These sections provide the mandatory procedures and requirements necessary for a district to dismiss a tenured teacher.

I. Issues As A Matter Of Law

A. Scope of Hearing Officer's Authority

We first address the scope of the hearing officer's authority under section 24-12 of the Code because the Board contends that the hearing officer exceeded the authority extended to him under the Code by substituting his judgment for that of the Board. Prior to August 1975, a school board was vested with the multiple functions of investigation, prosecution, and factual determination. Morelli v. Board of Education, Pekin Community High School District No. 303, Tazewell County, 42 Ill. App. 3d 722, 728, 356 N.E.2d 438 (1976). As such, the school board would issue the initial charge or determination of probable cause to remove a teacher and then ultimately adjudicate, based upon a majority vote of all board members, to dismiss the teacher. Board of Education of Valley View Community Unit School District No. 365U v. File, 89 Ill. App. 3d 1132, 1134, 412 N.E.2d 1030 (1980). Thus, it was the school board's responsibility to determine facts, weigh the evidence presented to it, and, after due consideration of matters with respect to credibility, ascertain whether there was sufficient evidence to support dismissal of a tenured teacher. Morelli, 42 Ill. App. 3d at 726-27. Importantly, the different functions of the school board, e.g., the investigative/charging function versus the adjudicative function, subsume different bases and purposes. Morelli, 42 Ill. App. 3d at 728.

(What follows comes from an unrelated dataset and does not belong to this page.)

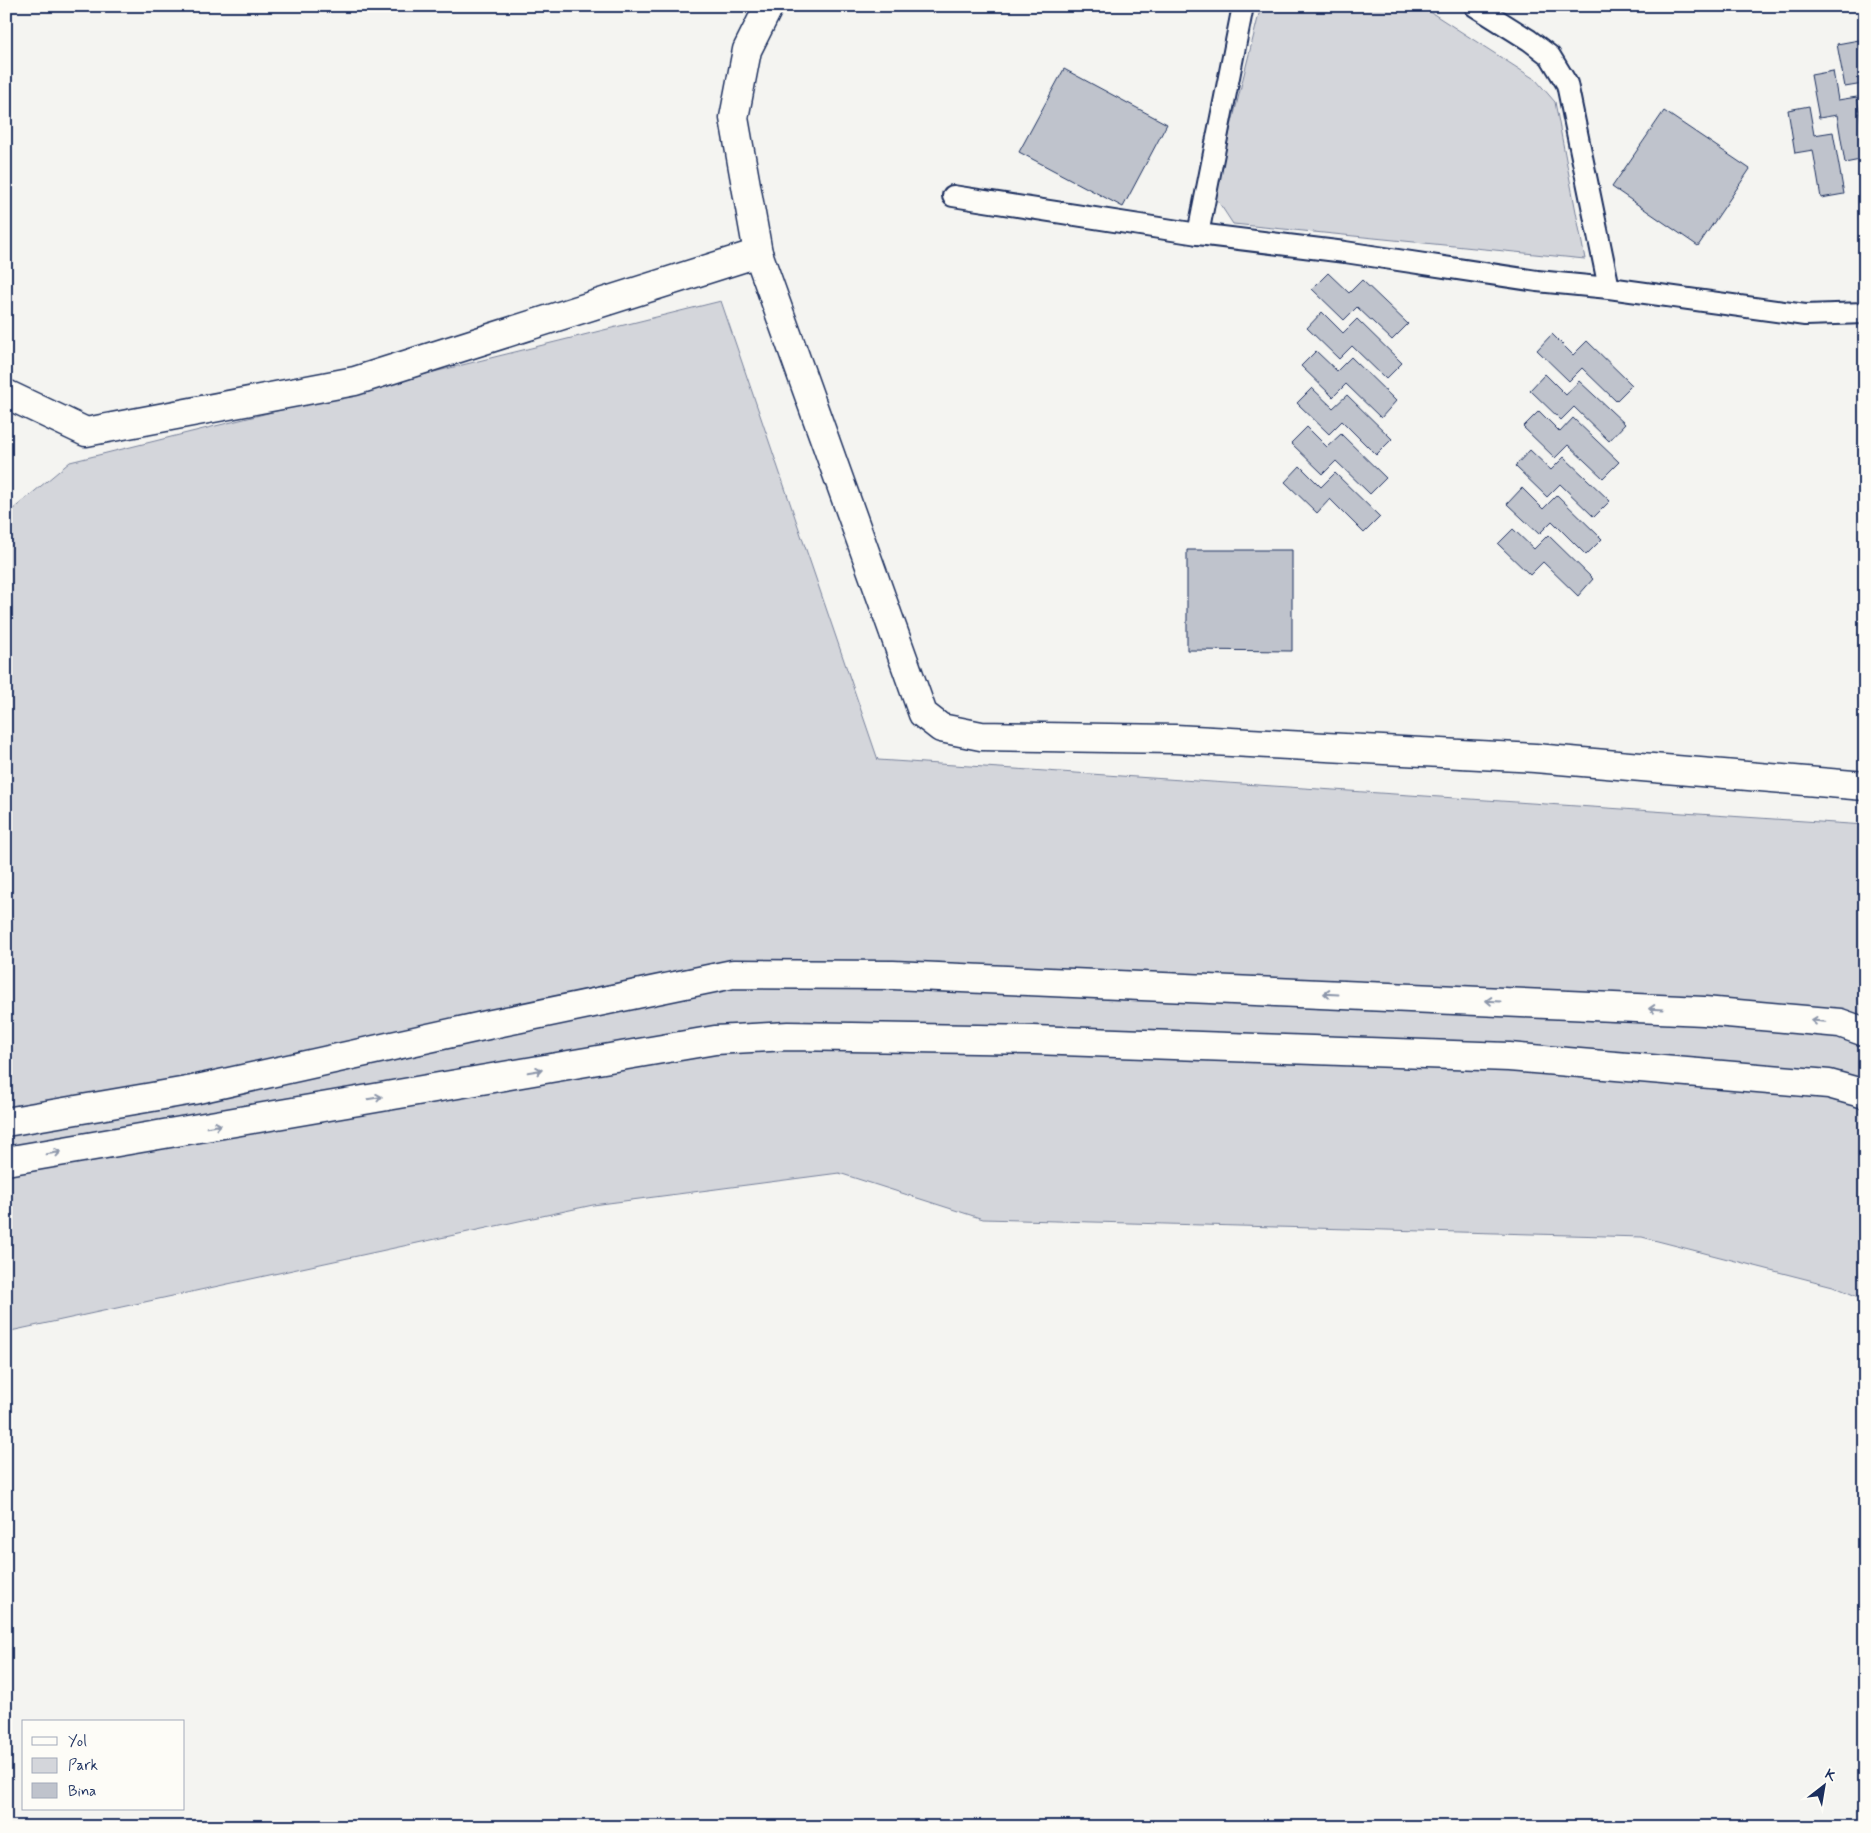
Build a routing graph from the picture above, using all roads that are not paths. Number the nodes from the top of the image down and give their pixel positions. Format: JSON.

Effective August 26, 1975, the legislature amended section 24-12 and placed the hearing function with an impartial hearing officer. Board of Education, School District No. 151, Cook County v. Illinois State Board of Education, 154 Ill. App. 3d 375, 381, 507 N.E.2d 134 (1987); File, 89 Ill. App. 3d at 1135. The school board now possesses only an investigatory/charging function. As such, the board makes the initial determination whether there are grounds for dismissal. Board of Education of Round Lake Area Schools, Community Unit School District No. 116 v. State Board of Education, 292 Ill. App. 3d 101, 110, 685 N.E.2d 412 (1997). When the board adopts charges to dismiss a teacher, it "sets the dismissal process in motion." Combs v. Board of Education of Avon Center School District No. 47, 147 Ill. App. 3d 1092, 1096, 498 N.E.2d 806 (1986). In other words, although the board still possesses the power to dismiss a teacher, the procedures by which the dismissal is accomplished is governed by the requirements of section 24-12. File, 89 Ill. App. 3d at 1135.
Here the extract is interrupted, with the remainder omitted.